Tilting at windmills.

AuthorPeters, Charles
PositionHealth care reform bill - The battle of Gettysburg and the Afghanistan Conflict

Affordable health care ... why would we want that?

Proposals for health reform now being considered by Congress include a "public" option that would give consumers a choice between private health insurance and insurance provided by government. The usual argument against the public plan is that the government's ability to control costs--I am now quoting the Wall Street Journal's Gerald Seib--"doubtless would make its plan the cheapest one, sucking consumers away from private insurers and opening the way to universal government health care."

Well, just what's wrong with that? If the government can do the job more efficiently, good for the government and good for us!

From Gettysburg to Kabul

If you've ever visited the battlefield at Gettysburg, stood at the point where Pickett's Charge began, and looked up the steadily rising ground leading to the Union position, you realize how little chance the Confederates had. Not only did the Union have a dominating position, it also had more troops. Furthermore, about two-thirds of the way up the incline there is a fence. It was there the day of the charge, meaning Confederate soldiers provided even clearer targets for the Union guns as they awkwardly climbed over it.

It is painfully obvious that Robert E. Lee should not have ordered the charge, but saved his troops for another battle where victory would have been more likely. This is the argument made by Col. Douglas Macgregor in the April Armed Forces Journal. The author is not just talking about Gettysburg and the Civil War, but about the broader subject of battles and wars like Vietnam and Iraq that we should not have fought or be fighting today.

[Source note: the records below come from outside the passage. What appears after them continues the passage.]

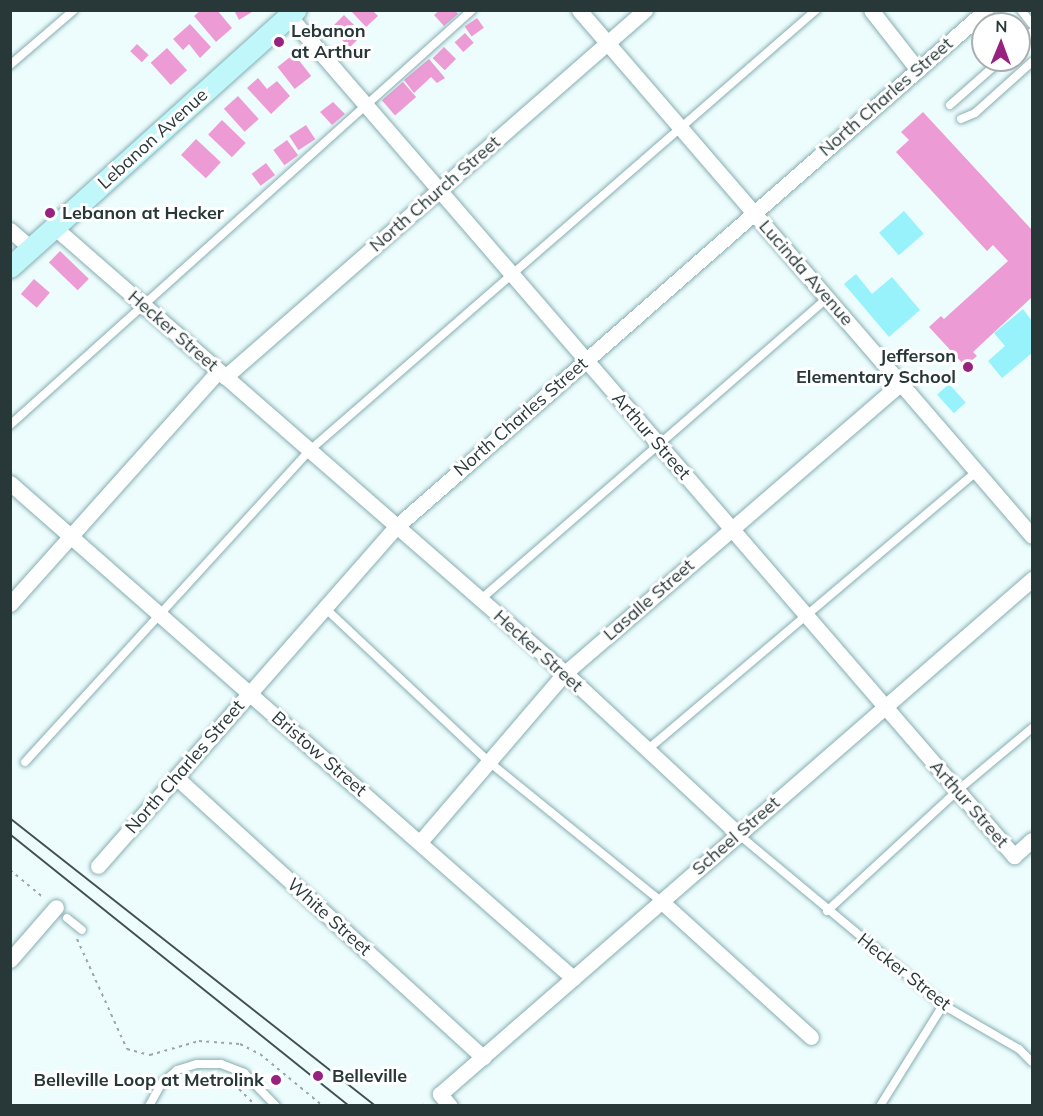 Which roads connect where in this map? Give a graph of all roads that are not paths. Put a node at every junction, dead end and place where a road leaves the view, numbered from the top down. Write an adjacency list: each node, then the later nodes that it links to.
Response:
1 (74, 10): 13 (lane)
2 (472, 10): 16 (lane)
3 (579, 10): 11 (street, Lucinda Avenue)
4 (645, 10): 11 (street, North Church Street)
5 (816, 10): 19 (lane)
6 (871, 10): 14 (street)
7 (986, 10): 14 (street, North Charles Street)
8 (1021, 10): 10 (lane)
9 (292, 13): 16 (street, Arthur Street); 22 (main road, Lebanon Avenue)
10 (1032, 24)
11 (606, 43): 19 (street, Lucinda Avenue); 20 (street, North Church Street)
12 (1032, 62): 18 (lane)
13 (10, 65)
14 (918, 70): 21 (street, North Charles Street)
15 (987, 72): 17 (lane)
16 (365, 104): 20 (street, Arthur Street); 28 (lane)
17 (950, 105)
18 (962, 118)
19 (680, 128): 21 (street, Lucinda Avenue); 26 (lane)
20 (439, 190): 26 (street, Arthur Street); 30 (street, North Church Street)
21 (753, 212): 27 (street, Lucinda Avenue); 29 (street, North Charles Street)
22 (54, 227): 24 (main road, Lebanon Avenue); 28 (street, Hecker Street)
23 (10, 230): 24 (street)
24 (31, 248): 25 (main road, Lebanon Avenue)
25 (10, 267)
26 (512, 275): 29 (street, Arthur Street); 34 (lane)
27 (827, 298): 31 (street, Lucinda Avenue); 33 (lane)
28 (142, 304): 30 (street, Hecker Street); 32 (lane)
29 (585, 360): 33 (street, Arthur Street); 37 (street, North Charles Street)
30 (221, 374): 34 (street, Hecker Street); 39 (street, North Church Street)
31 (901, 382): 35 (street, Lucinda Avenue); 38 (street, Lasalle Street)
32 (10, 425)
33 (658, 445): 38 (street, Arthur Street); 42 (lane)
34 (310, 450): 37 (street, Hecker Street); 46 (lane)
35 (977, 471): 40 (street, Lucinda Avenue); 45 (lane)
36 (10, 483): 39 (street, Bristow Street)
37 (396, 526): 42 (street, Hecker Street); 44 (street, North Charles Street)
38 (731, 529): 45 (street, Arthur Street); 47 (street, Lasalle Street)
39 (70, 536): 43 (street, North Church Street); 46 (street, Bristow Street)
40 (1032, 536)
41 (1032, 579): 49 (street, Scheel Street)
42 (480, 600): 47 (street, Hecker Street)
43 (10, 604)
44 (325, 608): 48 (street, North Charles Street); 53 (lane)
45 (805, 615): 49 (street, Arthur Street); 51 (lane)
46 (161, 616): 48 (street, Bristow Street); 52 (lane)
47 (565, 674): 51 (street, Hecker Street); 53 (street, Lasalle Street)
48 (249, 694): 54 (street, North Charles Street); 58 (street, Bristow Street)
49 (885, 707): 55 (street, Arthur Street); 56 (street, Scheel Street)
50 (1032, 728): 55 (lane)
51 (647, 750): 56 (street, Hecker Street)
52 (25, 762)
53 (489, 762): 58 (street, Lasalle Street); 60 (lane)
54 (176, 777): 59 (street, North Charles Street); 68 (street, White Street)
55 (957, 791): 57 (street, Arthur Street); 61 (lane)
56 (738, 834): 60 (street, Scheel Street); 61 (lane, Hecker Street)
57 (1032, 840)
58 (420, 842): 65 (street, Bristow Street)
59 (98, 866)
60 (662, 902): 65 (street, Scheel Street); 67 (street)
61 (827, 911): 66 (lane, Hecker Street)
62 (61, 912): 63 (lane); 64 (street)
63 (82, 930)
64 (10, 960)
65 (573, 978): 68 (street, Scheel Street)
66 (943, 1005): 69 (lane, Hecker Street); 73 (lane)
67 (811, 1037)
68 (483, 1057): 70 (street, Scheel Street)
69 (1032, 1062)
70 (445, 1100)
71 (149, 1106): 72 (lane)
72 (276, 1106)
73 (880, 1106) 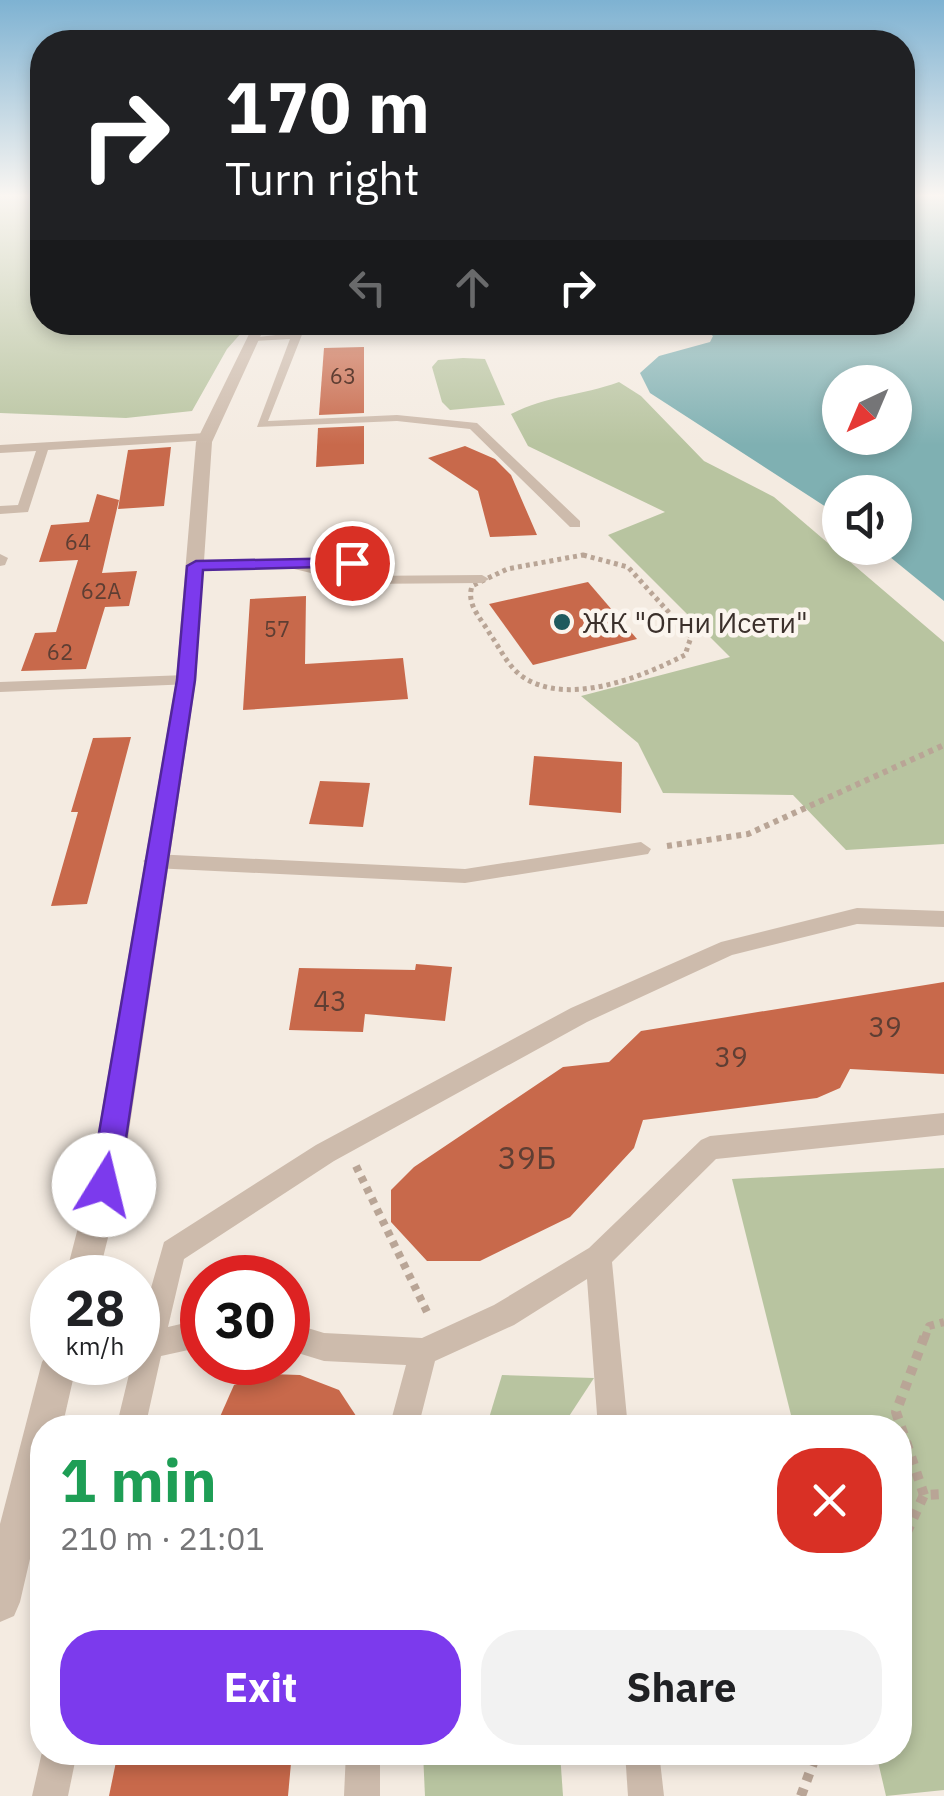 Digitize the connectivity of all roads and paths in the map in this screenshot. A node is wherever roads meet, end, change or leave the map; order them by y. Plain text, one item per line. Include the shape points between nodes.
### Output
1 (255, 335) edge
2 (288, 335) edge
3 (294, 336) joint
4 (206, 437) junction
5 (0, 448) edge
6 (42, 450) dead end
7 (0, 510) edge
8 (575, 524) dead end
9 (352, 563) dead end
10 (292, 564) junction
11 (196, 566) junction
12 (482, 579) junction
13 (186, 680) junction
14 (0, 687) edge
15 (944, 745) edge
16 (641, 849) joint
17 (154, 861) junction
18 (944, 918) edge
19 (944, 1124) edge
20 (344, 1142) junction
21 (87, 1255) edge
22 (598, 1257) junction
23 (160, 1294) edge
24 (944, 1322) edge
25 (310, 1343) edge
26 (433, 1348) junction
27 (54, 1385) edge
28 (137, 1385) edge
29 (47, 1415) edge
30 (132, 1415) edge
31 (407, 1415) edge
32 (612, 1415) edge
33 (897, 1415) edge
34 (912, 1459) edge
35 (30, 1482) edge
36 (944, 1494) edge
37 (924, 1495) junction
38 (912, 1521) edge
39 (0, 1602) edge
40 (57, 1765) edge
41 (363, 1765) edge
42 (643, 1765) edge
43 (812, 1765) edge
44 (50, 1796) edge
45 (362, 1796) edge
46 (646, 1796) edge
47 (801, 1796) edge

1 - 4 street
2 - 3 lane
3 - 8 lane via 261,425 397,418 474,426
4 - 5 lane
4 - 11 street
6 - 7 lane via 23,508
9 - 10 lane
10 - 11 lane
10 - 12 lane via 357,580
11 - 13 street
12 - 12 path via 568,556 604,558 628,567 691,637 686,655 574,690 547,688 518,673 471,605 470,590
13 - 14 lane
13 - 17 street
15 - 16 path via 748,834
16 - 17 lane via 465,876
17 - 21 street via 104,1185
18 - 20 lane via 858,916 728,948 580,1015
19 - 22 lane via 710,1148
20 - 23 lane via 174,1251
20 - 26 path
22 - 26 lane via 504,1315
22 - 32 lane
24 - 33 path via 929,1326
25 - 26 lane
26 - 31 lane
27 - 29 street
28 - 30 lane
34 - 37 path
35 - 39 street
36 - 37 path
37 - 38 path
40 - 44 lane
41 - 45 lane
42 - 46 lane
43 - 47 path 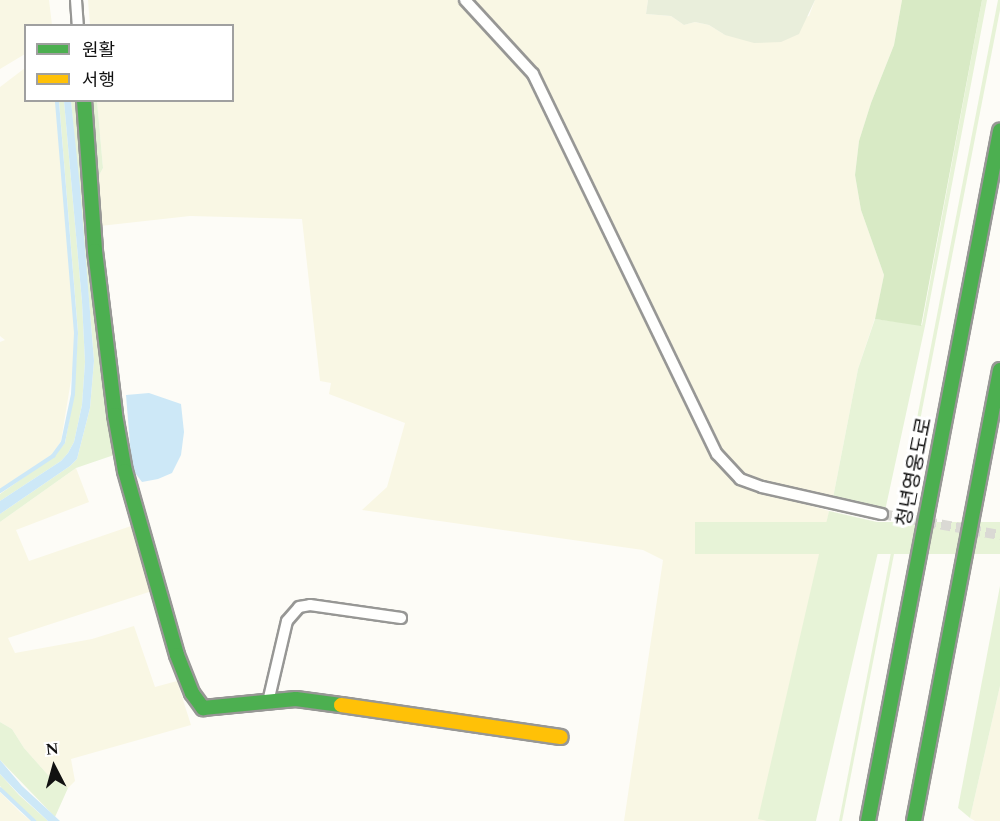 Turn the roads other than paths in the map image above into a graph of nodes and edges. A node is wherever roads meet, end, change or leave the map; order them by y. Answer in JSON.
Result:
{"nodes":[{"id":1,"x":76,"y":0,"type":"edge"},
{"id":2,"x":465,"y":0,"type":"edge"},
{"id":3,"x":78,"y":24,"type":"edge"},
{"id":4,"x":84,"y":102,"type":"edge"},
{"id":5,"x":1000,"y":131,"type":"edge"},
{"id":6,"x":1000,"y":370,"type":"edge"},
{"id":7,"x":882,"y":514,"type":"tunnel mouth"},
{"id":8,"x":401,"y":618,"type":"dead end"},
{"id":9,"x":268,"y":702,"type":"junction"},
{"id":10,"x":561,"y":737,"type":"dead end"},
{"id":11,"x":868,"y":821,"type":"edge"},
{"id":12,"x":914,"y":821,"type":"edge"}],
"edges":[{"from":1,"to":3,"type":"street"},
{"from":2,"to":7,"type":"street"},
{"from":4,"to":9,"type":"main road"},
{"from":5,"to":11,"type":"main road","name":"청년영웅도로"},
{"from":6,"to":12,"type":"main road"},
{"from":8,"to":9,"type":"street"},
{"from":9,"to":10,"type":"main road"}]}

Even when a war is justified in the beginning, as with Korea and Afghanistan, it may settle into a stalemate that consumes "America's military, economic and political reserves of strength." In such cases, Macgregor argues, it is wise to end the war as Eisenhower ended the futile mutual slaughter that the Korean War had become.

The same argument may well apply to Afghanistan today. As Macgregor points out, "If the foreign military presence provokes local hostility--and it usually does--the result will be more fighting, not stability."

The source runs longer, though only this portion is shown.